# When is puppy old enough to go to the beach?



## ashleygrimaldi

We got our puppy! We took him home on Friday and his name is Finnegan.  it's only been three days but he's made us so happy already and we've laughed a million times, he's the cutest thing ever and incredibly well behaved.

Anyway, I have a question. I am going to check with his vet when we bring him in also, but Finn's breeder told us not to bring him on common ground for a while, I guess because he hasn't had all his shots yet. I've had puppies before so I knew this, but Finn is the first puppy I've actually wanted to bring anywhere (didn't have as many opportunities to bring my dogs out before living here) so I'm not really sure when it is safe to bring him anywhere. Is it just when he finishes with his puppy shots? And when exactly is he done with those? He's 9 weeks old now and he's had one so far, were scheduling his second one later on today.


----------



## Elisabeth Kazup

Congratulations on your new puppy. We can't help you until you post pictures. We are puppy fanatics! 
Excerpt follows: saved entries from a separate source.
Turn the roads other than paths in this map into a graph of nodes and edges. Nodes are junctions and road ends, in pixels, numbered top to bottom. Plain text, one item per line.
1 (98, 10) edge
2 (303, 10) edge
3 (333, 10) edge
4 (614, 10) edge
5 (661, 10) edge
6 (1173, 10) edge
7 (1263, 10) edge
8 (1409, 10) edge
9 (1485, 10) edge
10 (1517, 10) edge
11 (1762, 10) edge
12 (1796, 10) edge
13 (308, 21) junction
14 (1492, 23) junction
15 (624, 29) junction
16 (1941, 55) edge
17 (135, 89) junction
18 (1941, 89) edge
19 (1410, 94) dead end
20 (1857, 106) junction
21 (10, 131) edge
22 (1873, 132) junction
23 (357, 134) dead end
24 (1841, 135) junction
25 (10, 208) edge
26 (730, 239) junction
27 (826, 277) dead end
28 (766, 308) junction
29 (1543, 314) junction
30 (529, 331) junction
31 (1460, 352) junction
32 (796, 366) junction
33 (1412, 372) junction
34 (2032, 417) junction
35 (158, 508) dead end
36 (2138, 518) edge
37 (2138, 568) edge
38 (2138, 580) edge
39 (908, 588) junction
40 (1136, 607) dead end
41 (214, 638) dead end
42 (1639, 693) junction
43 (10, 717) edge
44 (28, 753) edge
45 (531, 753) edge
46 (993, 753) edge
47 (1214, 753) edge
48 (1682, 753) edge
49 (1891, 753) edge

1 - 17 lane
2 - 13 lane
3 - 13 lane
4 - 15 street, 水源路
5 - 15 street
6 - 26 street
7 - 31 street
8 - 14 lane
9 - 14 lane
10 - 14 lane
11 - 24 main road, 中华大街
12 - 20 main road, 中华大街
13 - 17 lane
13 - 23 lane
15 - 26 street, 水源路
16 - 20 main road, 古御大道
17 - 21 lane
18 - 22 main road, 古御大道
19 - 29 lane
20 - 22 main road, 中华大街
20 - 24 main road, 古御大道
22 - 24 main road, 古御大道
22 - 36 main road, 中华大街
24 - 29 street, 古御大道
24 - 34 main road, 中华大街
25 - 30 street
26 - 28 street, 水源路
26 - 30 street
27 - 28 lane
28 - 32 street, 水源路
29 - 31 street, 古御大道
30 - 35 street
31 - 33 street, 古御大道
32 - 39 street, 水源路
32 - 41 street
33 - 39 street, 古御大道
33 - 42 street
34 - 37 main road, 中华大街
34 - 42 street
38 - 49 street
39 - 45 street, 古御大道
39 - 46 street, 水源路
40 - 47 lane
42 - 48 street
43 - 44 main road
Just kidding about the help. I think it depends on which beach you take him to. A very popular dog beach is out of the question until he completes his shots. A very short amount of time at a remote beach where you carry him from the car MIGHT be okay.

Be careful with him drinking saltwater, it can make full-grown dogs pretty sick.
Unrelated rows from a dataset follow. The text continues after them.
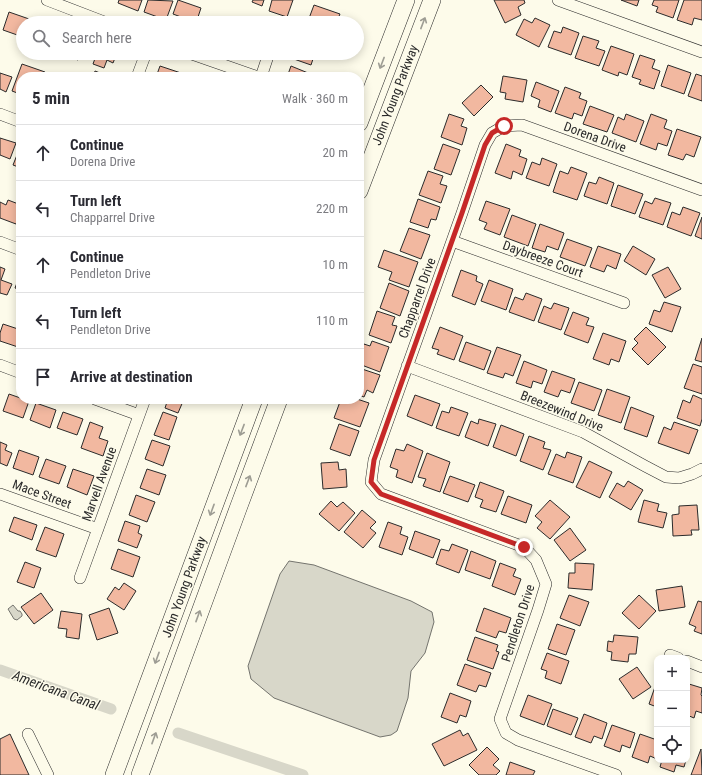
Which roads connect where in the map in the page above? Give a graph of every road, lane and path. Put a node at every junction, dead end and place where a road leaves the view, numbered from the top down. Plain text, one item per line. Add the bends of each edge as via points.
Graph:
1 (46, 0) edge
2 (406, 0) edge
3 (432, 0) edge
4 (558, 0) edge
5 (88, 16) edge
6 (702, 52) edge
7 (143, 60) edge
8 (209, 60) edge
9 (266, 60) edge
10 (139, 72) edge
11 (244, 72) edge
12 (261, 72) edge
13 (364, 110) edge
14 (0, 114) edge
15 (16, 120) edge
16 (485, 145) joint
17 (364, 178) edge
18 (702, 190) edge
19 (452, 241) junction
20 (0, 242) edge
21 (16, 248) edge
22 (624, 303) dead end
23 (0, 365) edge
24 (407, 366) junction
25 (16, 371) edge
26 (109, 404) edge
27 (143, 404) edge
28 (252, 404) edge
29 (277, 404) edge
30 (139, 415) junction
31 (230, 460) junction
32 (374, 460) joint
33 (702, 468) edge
34 (0, 494) edge
35 (239, 506) junction
36 (98, 529) junction
37 (80, 578) dead end
38 (690, 662) edge
39 (702, 666) edge
40 (28, 734) dead end
41 (48, 775) edge
42 (114, 775) edge
43 (140, 775) edge
44 (616, 775) edge

1 - 5 street
2 -> 13 highway, John Young Parkway
17 -> 3 highway, John Young Parkway
4 - 6 street
7 - 10 street
8 - 11 street
9 - 12 street
14 - 15 street
16 - 18 street, Dorena Drive via 492,133 504,126 522,126
16 - 19 street, Chapparrel Drive
19 - 22 street, Daybreeze Court
19 - 24 street, Chapparrel Drive
20 - 21 street
23 - 25 street
24 - 32 street, Chapparrel Drive
24 - 33 street, Breezewind Drive via 583,432 666,477 680,478
26 - 30 street
27 - 30 street, Marvell Avenue
28 -> 31 highway, John Young Parkway
35 -> 29 highway, John Young Parkway
30 - 36 street, Marvell Avenue
31 - 35 highway via 231,490
31 -> 42 highway, John Young Parkway
32 - 44 street, Pendleton Drive via 371,482 381,494 524,547 536,560 546,584 500,719 506,733 518,740
34 - 36 street, Mace Street
43 -> 35 highway, John Young Parkway
36 - 37 street, Marvell Avenue
38 - 39 street
40 - 41 street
I think waiting a couple of months might be the best advice.

Pictures??


----------



## Oaklys Dad

I just avoided places where unvaccinated dogs may have been. I would avoid areas where lots of dogs go. Also don't let your puppy get on the floor at your vets office or in a pet store.


----------



## Rainheart

Only after 2 weeks after the pups final shots is he considered fully immunized, so roughly around 18 weeks of age (last shots are given at 16 weeks). Before that, be very careful of where you take him and only socialize around vaccinated dogs.


----------



## Discoverer

8-12 weeks is a critical time to puppy development, when they build very important social skills to be used for the rest of their life. The risk of not getting properly socialized by keeping puppy withing the home bounds is much higher than possibility to get infected from walking around. 
Most of the dogs nowdays are vaccinated and if you are following the simple safety rules, you'll reduce the risk to a minimum. Of course there is still a risk, so every owner make their own decision. . 
We start exploring neighborhood from the day one and went to the beach when Oscar was 8.5 weeks old. By 18 weeks he met probably over 200 dogs and 500+ people. But I would totally agree with* Rainheart* :
_



...be very careful of where you take him and only socialize around vaccinated dogs.

Click to expand...

_


----------



## Yamanjazz

I know how you feel. We would love to take Goldie to the beach or out somewhere but we are too scared. We dont think its worth the risk, even though our house is starting to smell a bit funky  hehehe


----------



## MPHW

I found the 8 to 16 week period fairly angst ridden because we kept hearing that we must socialize our puppy between 8-12 weeks, or else! And then hearing that we couldn't bring him around other dogs until he was fully vaccinated at 16 weeks. It felt a bit crazy making. We ended up waiting until he was fully vaccinated before taking him out in the neighbourhood, but in hindsight, every person in our neighbourhood that we've since run into has said that their dogs are fully vaccinated. People generally take care of their dogs. I agree with Discoverer that the risk of having an unsocialized dog is greater than him contracting a disease from an unvaccinated dog. Just my two cents. Having said that, Rudi ended up pretty well socialized (so far) despite having minimal contact with other dogs until he was fully vaccinated. Our biggest problem has been taking him to dog parks in the past month which we have now stopped. But that's another thread all together  Best of luck! Post some pictures!


----------



## Jige

I started taken BaWaaJige raround right away. I took to dog events that all the dogs had their shots. My boy had his first set at 6wks and second set at almost 8wks 2 days shy of the 8th wk. He wouldnt have went if the dogs had not had their shots but it is a requirement for or fair grounds.


----------



## jackie_hubert

Go and let puppy explore! Puppies need to go and do stuff to develop properly. Just avoid dog parks and places that typically have a lot of dogs. Puppy should do everything he will do as an adult before week 14 or so that includes walking in busy traffic areas, different textures, swimming, etc. Seeing strange dogs from a safe distance, strange people, signs, smells etc. Just make sure it's all positive!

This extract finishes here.